Exercise aim – Your response should be an exact transcription of the data, images excluded.

Recorded data

--- --- ---

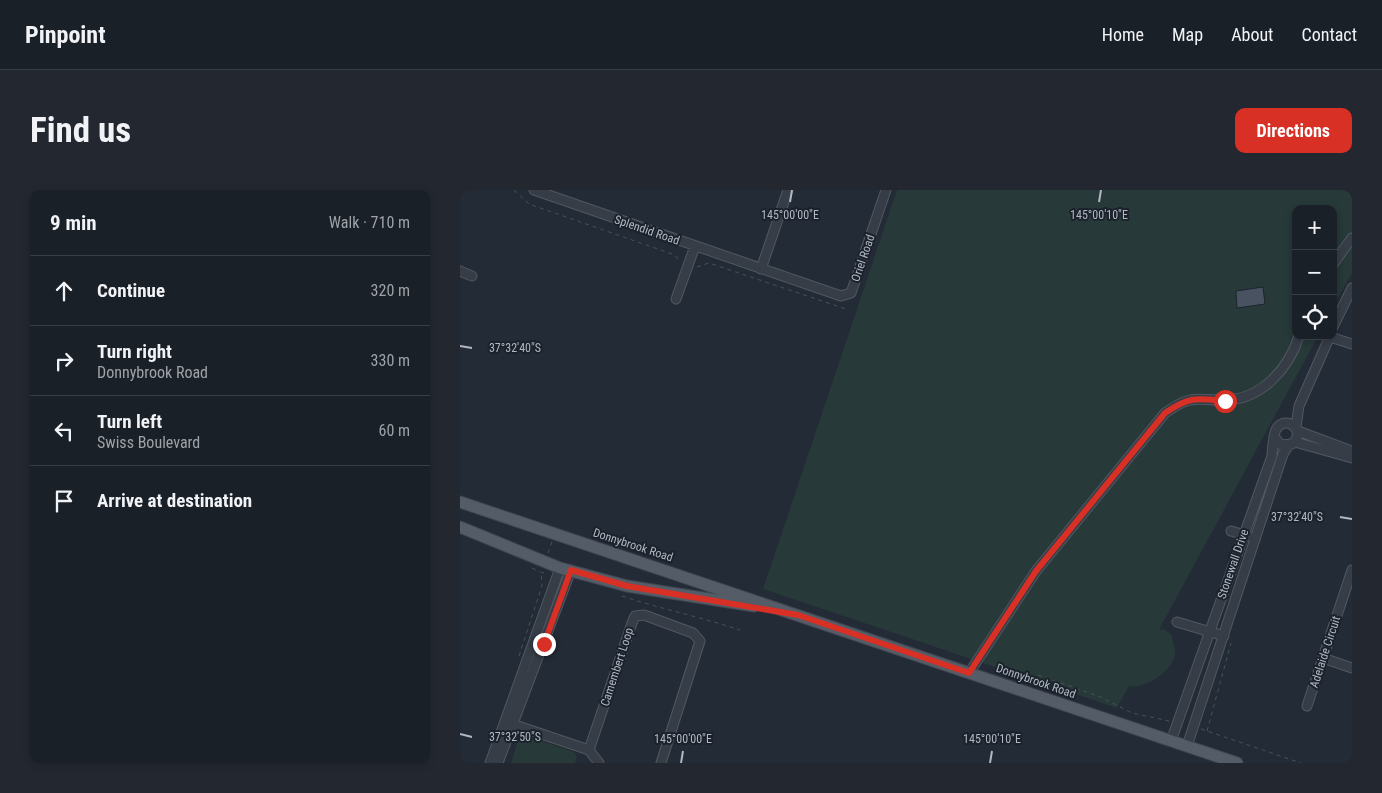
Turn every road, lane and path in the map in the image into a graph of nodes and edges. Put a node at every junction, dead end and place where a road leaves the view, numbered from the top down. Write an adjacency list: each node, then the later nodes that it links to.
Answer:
1 (514, 190): 8 (path)
2 (534, 190): 6 (street, Splendid Road)
3 (788, 190): 9 (street)
4 (886, 190): 9 (street, Oriel Road)
5 (1352, 238): 7 (street)
6 (694, 246): 8 (street); 9 (street, Splendid Road)
7 (1337, 259)
8 (688, 265): 13 (street); 14 (path)
9 (761, 268)
10 (460, 272): 11 (street)
11 (472, 276)
12 (1352, 288): 15 (street)
13 (676, 299)
14 (849, 310)
15 (1337, 319)
16 (1337, 339): 19 (street)
17 (1298, 340): 43 (street)
18 (1328, 340): 20 (street)
19 (1352, 344)
20 (1299, 406): 21 (street); 22 (street)
21 (1282, 424): 22 (street); 23 (street)
22 (1297, 429): 24 (street); 25 (street)
23 (1276, 439): 24 (street); 30 (street, Stonewall Drive)
24 (1292, 444): 26 (street); 31 (street, Stonewall Drive)
25 (1352, 452)
26 (1352, 458)
27 (460, 502): 36 (main road, Donnybrook Road)
28 (460, 527): 34 (main road, Donnybrook Road)
29 (1231, 531): 30 (street)
30 (1243, 535): 31 (street); 39 (street, Stonewall Drive)
31 (1256, 538): 40 (street, Stonewall Drive)
32 (1352, 570): 41 (street, Adelaide Circuit)
33 (541, 572): 34 (path)
34 (563, 572): 36 (main road, Donnybrook Road); 45 (street); 49 (street)
35 (616, 594): 38 (path)
36 (798, 615): 43 (main road, Donnybrook Road)
37 (1177, 622): 39 (street)
38 (740, 630)
39 (1210, 632): 40 (street); 46 (street, Stonewall Drive)
40 (1224, 636): 47 (street, Stonewall Drive)
41 (1323, 658): 42 (street); 44 (street, Adelaide Circuit)
42 (1352, 668)
43 (969, 673): 46 (main road, Donnybrook Road)
44 (1307, 706)
45 (512, 724): 48 (street); 50 (street)
46 (1171, 741): 47 (main road, Donnybrook Road)
47 (1187, 746): 53 (main road, Donnybrook Road)
48 (589, 750): 51 (street); 52 (street, Camembert Loop)
49 (490, 763)
50 (498, 763)
51 (599, 763)
52 (661, 763)
53 (1237, 763)

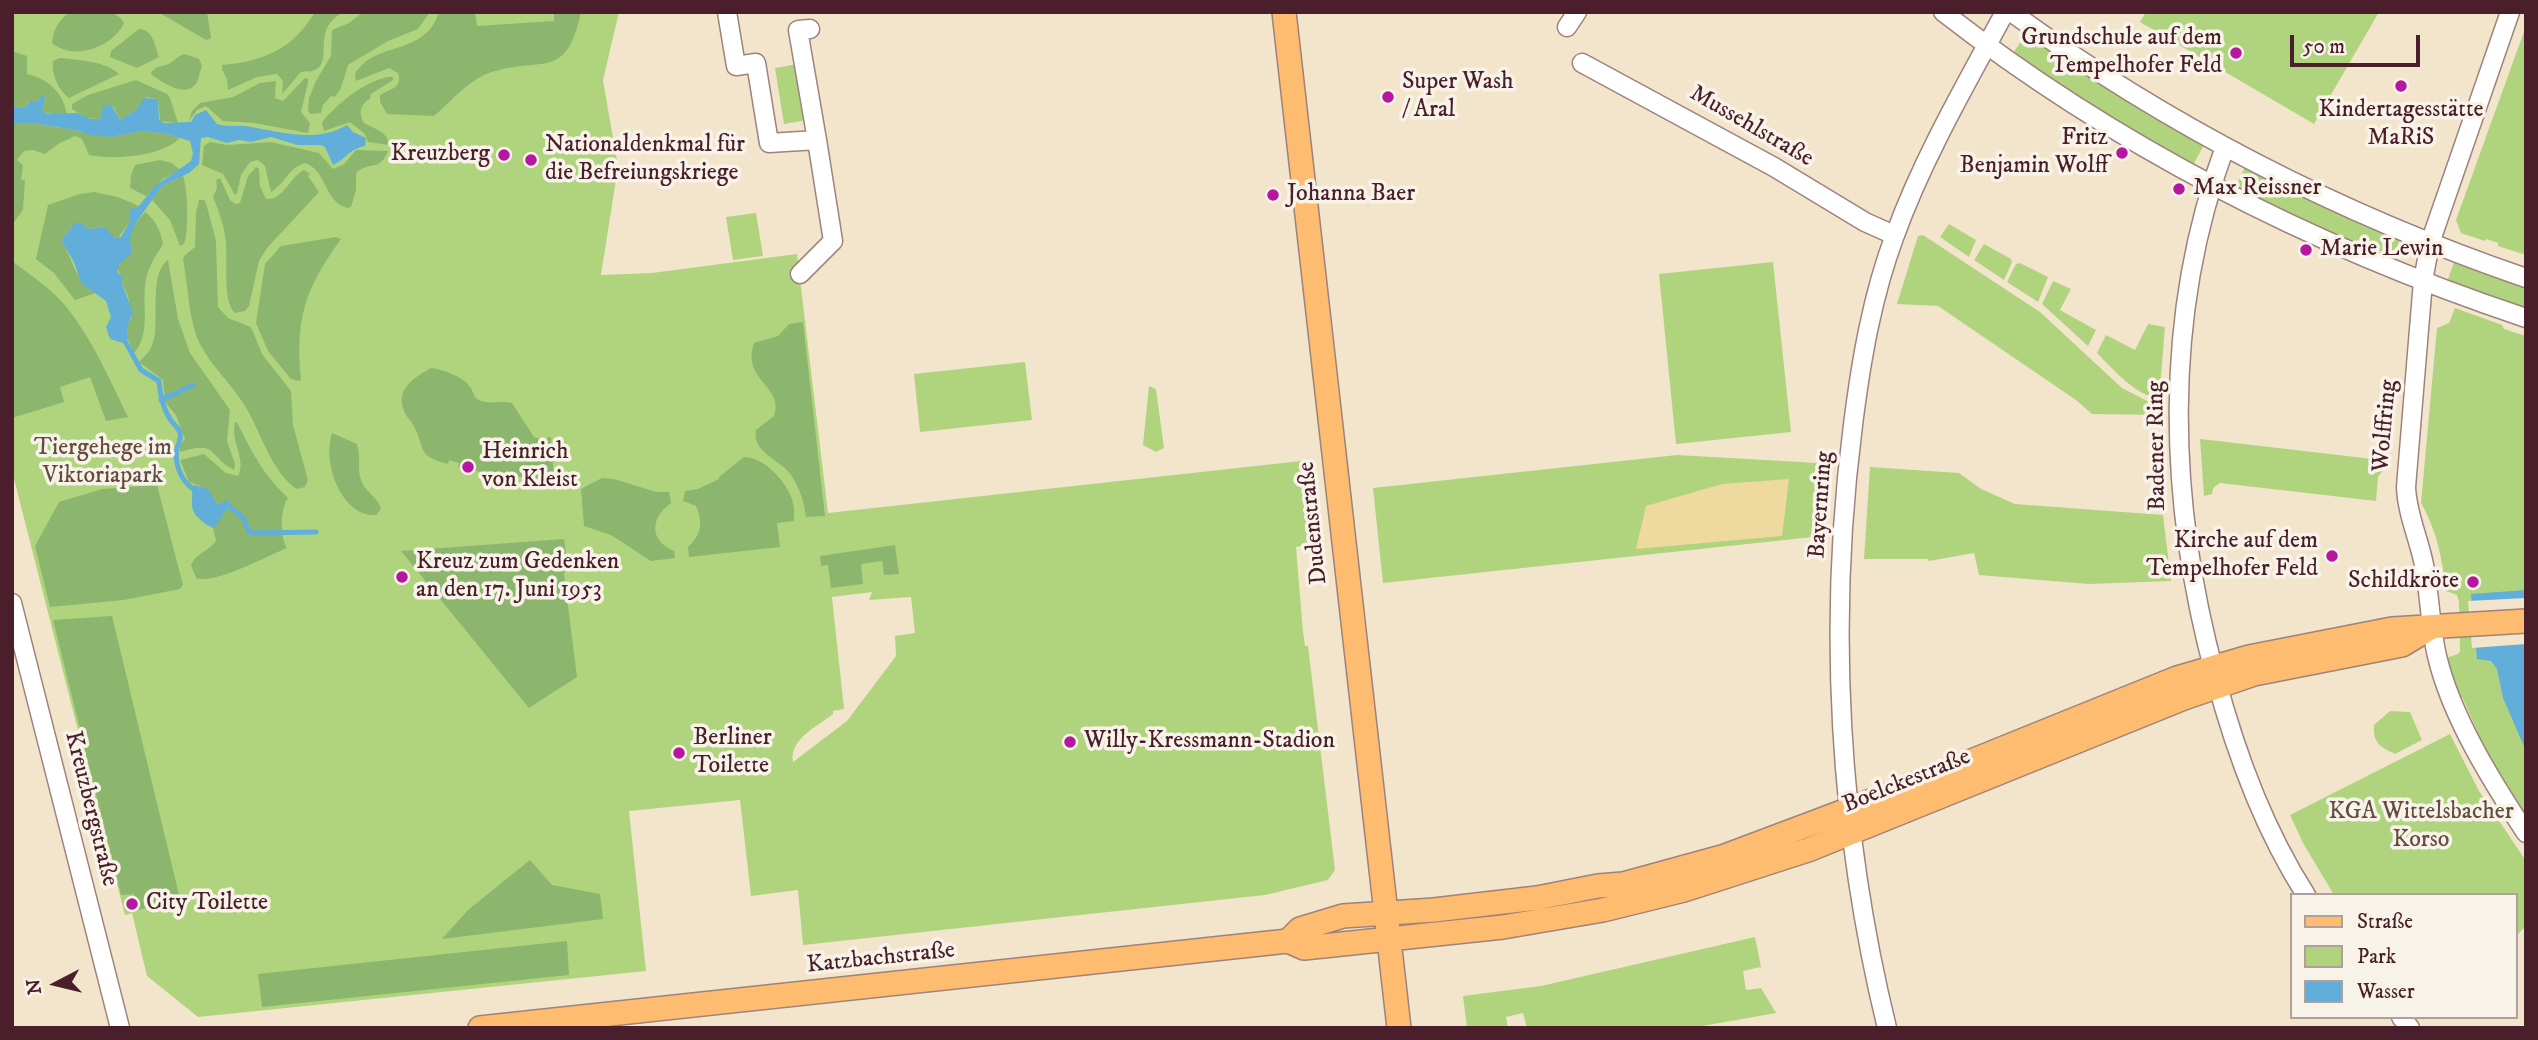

--- --- ---

Output below –
Turn every road, lane and path in the map in the image into a graph of nodes and edges. Put a node at every junction, dead end and place where a road leaves the view, numbered from the top down. Write an adjacency list: each node, then the later nodes that it links to.
Answer:
1 (514, 190): 8 (path)
2 (534, 190): 6 (street, Splendid Road)
3 (788, 190): 9 (street)
4 (886, 190): 9 (street, Oriel Road)
5 (1352, 238): 7 (street)
6 (694, 246): 8 (street); 9 (street, Splendid Road)
7 (1337, 259)
8 (688, 265): 13 (street); 14 (path)
9 (761, 268)
10 (460, 272): 11 (street)
11 (472, 276)
12 (1352, 288): 15 (street)
13 (676, 299)
14 (849, 310)
15 (1337, 319)
16 (1337, 339): 19 (street)
17 (1298, 340): 43 (street)
18 (1328, 340): 20 (street)
19 (1352, 344)
20 (1299, 406): 21 (street); 22 (street)
21 (1282, 424): 22 (street); 23 (street)
22 (1297, 429): 24 (street); 25 (street)
23 (1276, 439): 24 (street); 30 (street, Stonewall Drive)
24 (1292, 444): 26 (street); 31 (street, Stonewall Drive)
25 (1352, 452)
26 (1352, 458)
27 (460, 502): 36 (main road, Donnybrook Road)
28 (460, 527): 34 (main road, Donnybrook Road)
29 (1231, 531): 30 (street)
30 (1243, 535): 31 (street); 39 (street, Stonewall Drive)
31 (1256, 538): 40 (street, Stonewall Drive)
32 (1352, 570): 41 (street, Adelaide Circuit)
33 (541, 572): 34 (path)
34 (563, 572): 36 (main road, Donnybrook Road); 45 (street); 49 (street)
35 (616, 594): 38 (path)
36 (798, 615): 43 (main road, Donnybrook Road)
37 (1177, 622): 39 (street)
38 (740, 630)
39 (1210, 632): 40 (street); 46 (street, Stonewall Drive)
40 (1224, 636): 47 (street, Stonewall Drive)
41 (1323, 658): 42 (street); 44 (street, Adelaide Circuit)
42 (1352, 668)
43 (969, 673): 46 (main road, Donnybrook Road)
44 (1307, 706)
45 (512, 724): 48 (street); 50 (street)
46 (1171, 741): 47 (main road, Donnybrook Road)
47 (1187, 746): 53 (main road, Donnybrook Road)
48 (589, 750): 51 (street); 52 (street, Camembert Loop)
49 (490, 763)
50 (498, 763)
51 (599, 763)
52 (661, 763)
53 (1237, 763)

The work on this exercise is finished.